Problem description ▸ The lines you return must be all those in the data that hold the string "Titillium".

---------------

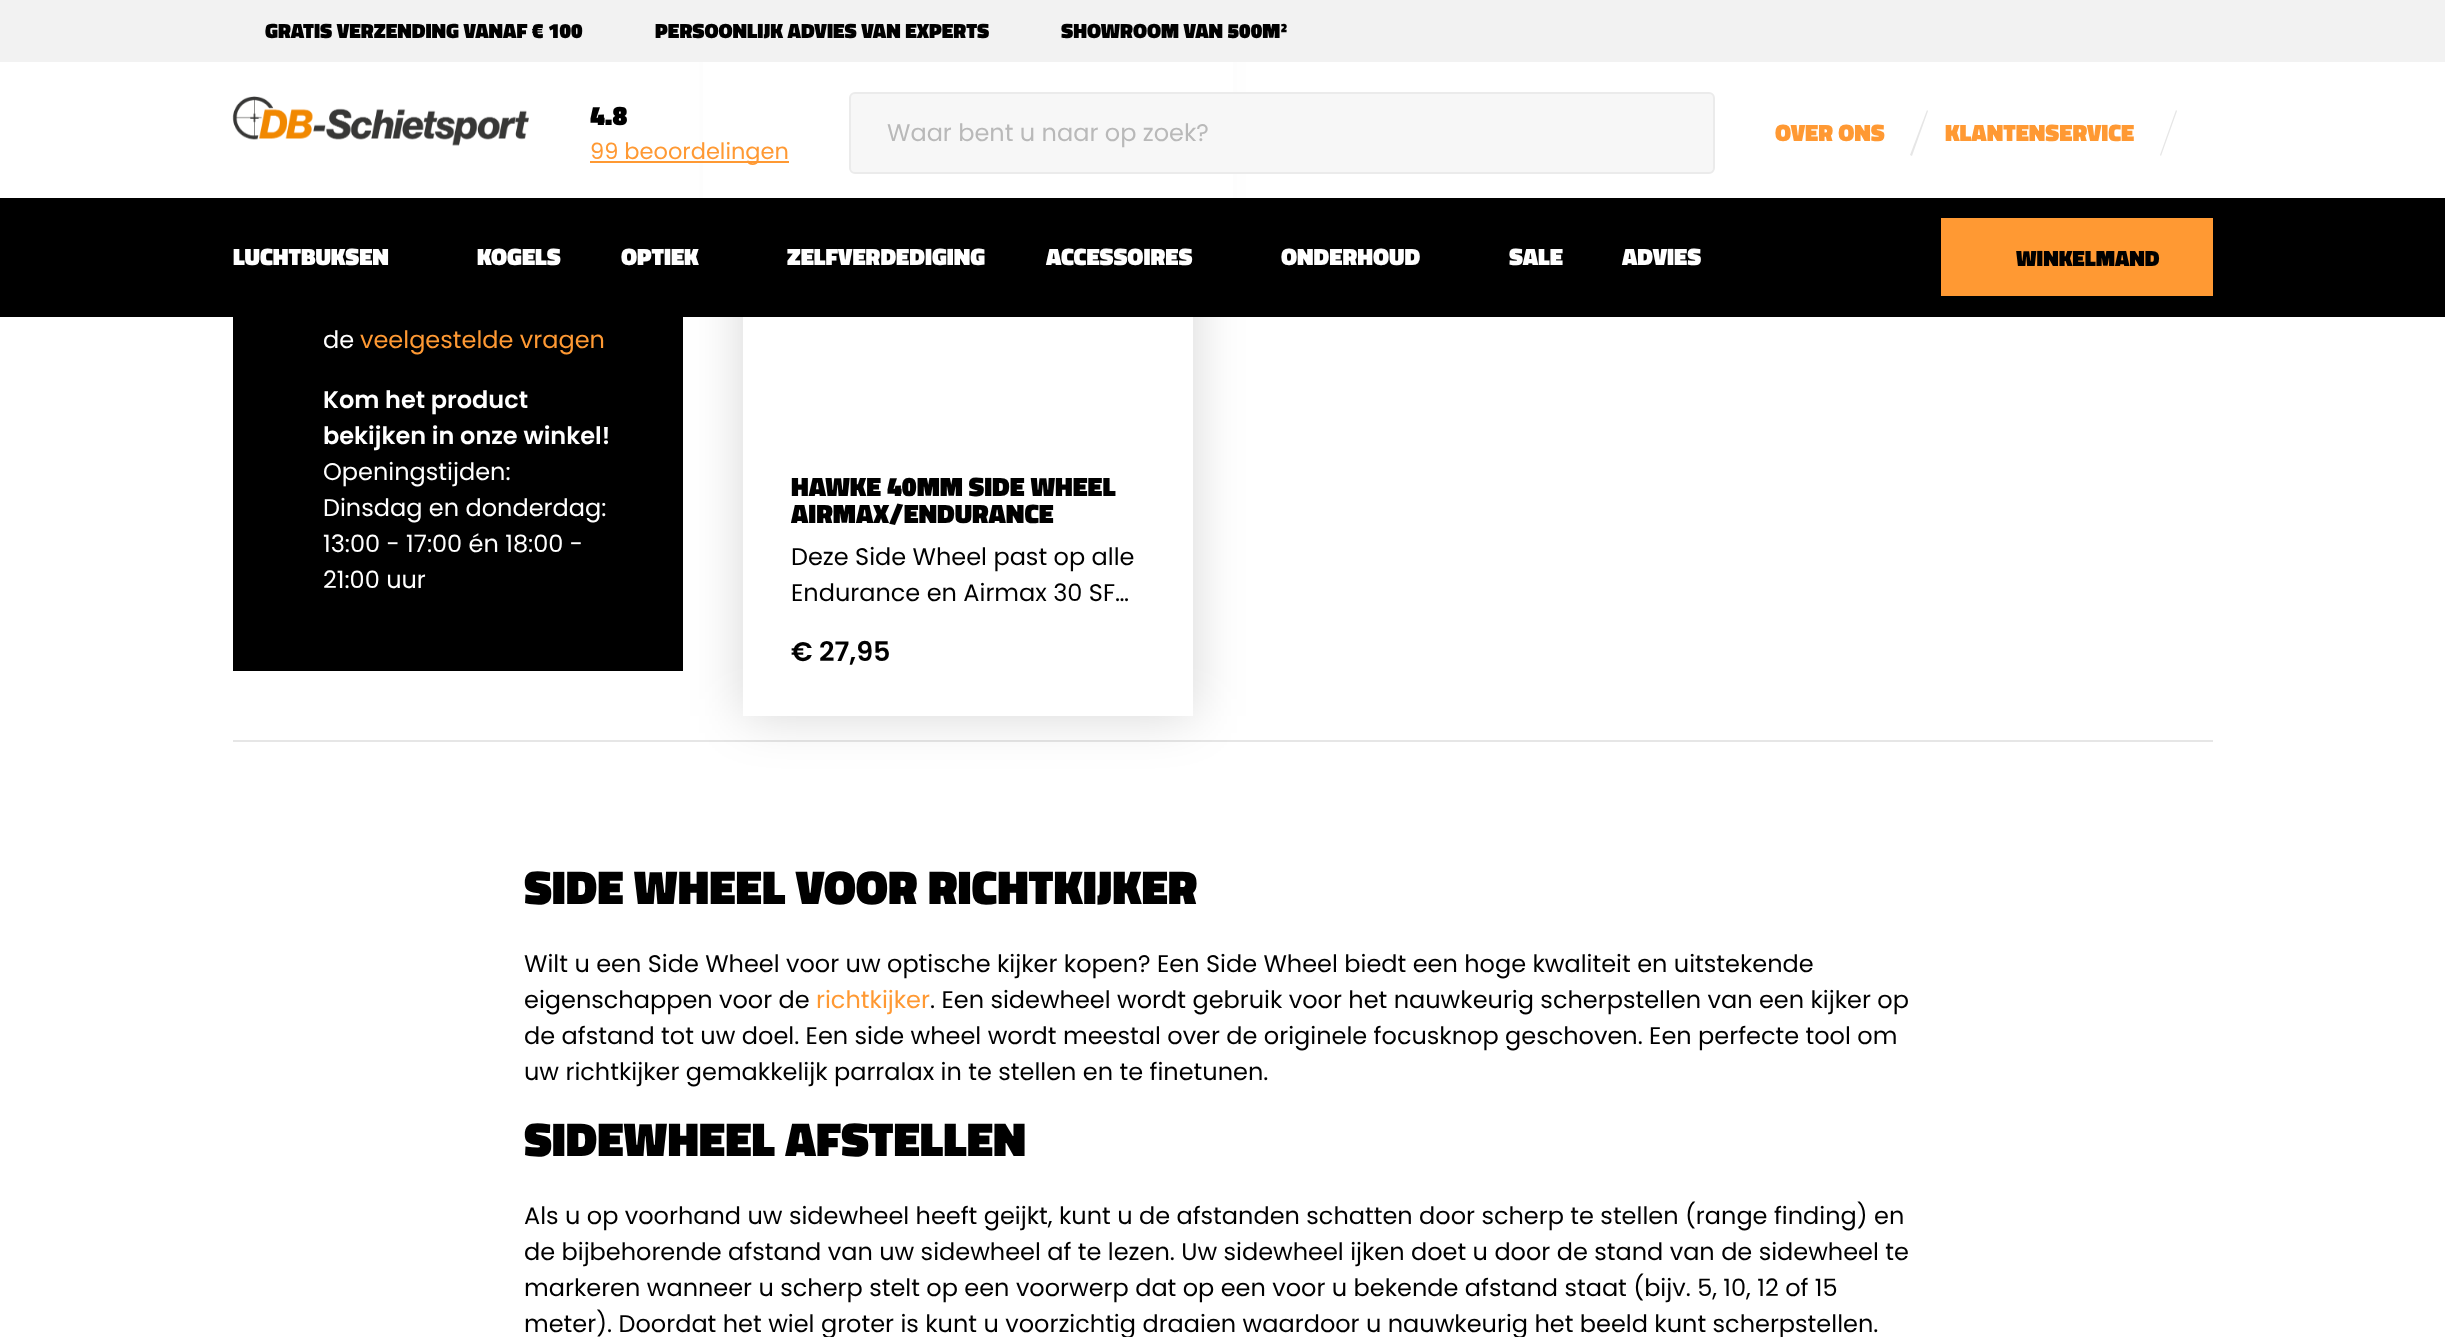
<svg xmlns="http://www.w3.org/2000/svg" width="2445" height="1337">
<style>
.a{font:900 21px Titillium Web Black;fill:#000}
.b{font:900 27px Titillium Web Black;fill:#000}
.c{font:22.5px Poppins;fill:#f93}
.d{font:24px Poppins;fill:#b9b9b9}
.e{font:900 24px Titillium Web Black;fill:#f93}
.f{font:900 24px Titillium Web Black;fill:#fff}
.g{font:900 22.5px Titillium Web Black;fill:#000}
.h{font:24px Poppins;fill:#fff}
.i{font:24px Poppins;fill:#f93}
.j{font:600 24px Poppins;fill:#fff}
.k{font:24px Poppins;fill:#000}
.l{font:600 27px Poppins;fill:#000}
.m{font:900 48px Titillium Web Black;fill:#000}
</style>
<rect width="100%" height="100%" fill="#fff"/>
<path fill="#000" d="M233 317h450v354H233z"/>
<path fill="#e6e6e6" d="M233 740h1980v2H233z"/>
<path fill="#00000029" filter="blur(26px)" d="M743 -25h450v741H743z"/>
<path fill="#fff" d="M703 62h530v136H703z"/>
<path fill="#f2f2f2" d="M0 0h2445v62H0z"/>
<image href="1.png" x="232" y="96" width="297" height="50"/>
<path fill="#f93" d="M590 161h199v2H590z"/>
<rect fill="#f7f7f7" stroke="#ebebeb" stroke-width="2" x="850" y="93" width="864" height="80" rx="5"/>
<path fill="#e6e6e6" d="M1927 110l1 1l-16 45l-2-1z"/>
<path fill="#e6e6e6" d="M2176 110l1 1l-16 45l-1-1z"/>
<path fill="#000" d="M0 198h2445v119H0z"/>
<path fill="#f93" d="M1941 218h272v78H1941z"/>
<path fill="#fff" d="M743 317h450v399H743z"/>
<text class="a" x="265" y="38">GRATIS VERZENDING VANAF € 100</text>
<text class="a" x="655" y="38">PERSOONLIJK ADVIES VAN EXPERTS</text>
<text class="a" x="1061" y="38">SHOWROOM VAN 500M²</text>
<text class="b" x="590" y="125">4.8</text>
<text class="c" x="590" y="159">99 beoordelingen</text>
<text class="d" x="887" y="141">Waar bent u naar op zoek?</text>
<text class="e" x="1775" y="141">OVER ONS</text>
<text class="e" x="1945" y="141">KLANTENSERVICE</text>
<text class="f" x="233" y="265">LUCHTBUKSEN</text>
<text class="f" x="477" y="265">KOGELS</text>
<text class="f" x="621" y="265">OPTIEK</text>
<text class="f" x="787" y="265">ZELFVERDEDIGING</text>
<text class="f" x="1046" y="265">ACCESSOIRES</text>
<text class="f" x="1281" y="265">ONDERHOUD</text>
<text class="f" x="1509" y="265">SALE</text>
<text class="f" x="1622" y="265">ADVIES</text>
<text class="g" x="2016" y="266">WINKELMAND</text>
<text class="h" x="323" y="348">de</text>
<text class="i" x="360" y="348">veelgestelde vragen</text>
<text class="j" x="323" y="408">Kom het product</text>
<text class="j" x="323" y="444">bekijken in onze winkel!</text>
<text class="h" x="323" y="480">Openingstijden:</text>
<text class="h" x="323" y="516">Dinsdag en donderdag:</text>
<text class="h" x="323" y="552">13:00 - 17:00 én 18:00 -</text>
<text class="h" x="323" y="588">21:00 uur</text>
<text class="b" x="791" y="496">HAWKE 40MM SIDE WHEEL</text>
<text class="b" x="791" y="523">AIRMAX/ENDURANCE</text>
<text class="k" x="791" y="565">Deze Side Wheel past op alle</text>
<text class="k" x="791" y="601">Endurance en Airmax 30 SF…</text>
<text class="l" x="791" y="661">€ 27,95</text>
<text class="m" x="524" y="904">SIDE WHEEL VOOR RICHTKIJKER</text>
<text class="k" x="524" y="972">Wilt u een Side Wheel voor uw optische kijker kopen? Een Side Wheel biedt een hoge kwaliteit en uitstekende</text>
<text class="k" x="524" y="1008">eigenschappen voor de</text>
<text class="i" x="816" y="1008">richtkijker</text>
<text class="k" x="930" y="1008">. Een sidewheel wordt gebruik voor het nauwkeurig scherpstellen van een kijker op</text>
<text class="k" x="524" y="1044">de afstand tot uw doel. Een side wheel wordt meestal over de originele focusknop geschoven. Een perfecte tool om</text>
<text class="k" x="524" y="1080">uw richtkijker gemakkelijk parralax in te stellen en te finetunen.</text>
<text class="m" x="524" y="1156">SIDEWHEEL AFSTELLEN</text>
<text class="k" x="524" y="1224">Als u op voorhand uw sidewheel heeft geijkt, kunt u de afstanden schatten door scherp te stellen (range finding) en</text>
<text class="k" x="524" y="1260">de bijbehorende afstand van uw sidewheel af te lezen. Uw sidewheel ijken doet u door de stand van de sidewheel te</text>
<text class="k" x="524" y="1296">markeren wanneer u scherp stelt op een voorwerp dat op een voor u bekende afstand staat (bijv. 5, 10, 12 of 15</text>
<text class="k" x="524" y="1332">meter). Doordat het wiel groter is kunt u voorzichtig draaien waardoor u nauwkeurig het beeld kunt scherpstellen.</text>
</svg>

---------------

Solution to the exercise ▸
.a{font:900 21px Titillium Web Black;fill:#000}
.b{font:900 27px Titillium Web Black;fill:#000}
.e{font:900 24px Titillium Web Black;fill:#f93}
.f{font:900 24px Titillium Web Black;fill:#fff}
.g{font:900 22.5px Titillium Web Black;fill:#000}
.m{font:900 48px Titillium Web Black;fill:#000}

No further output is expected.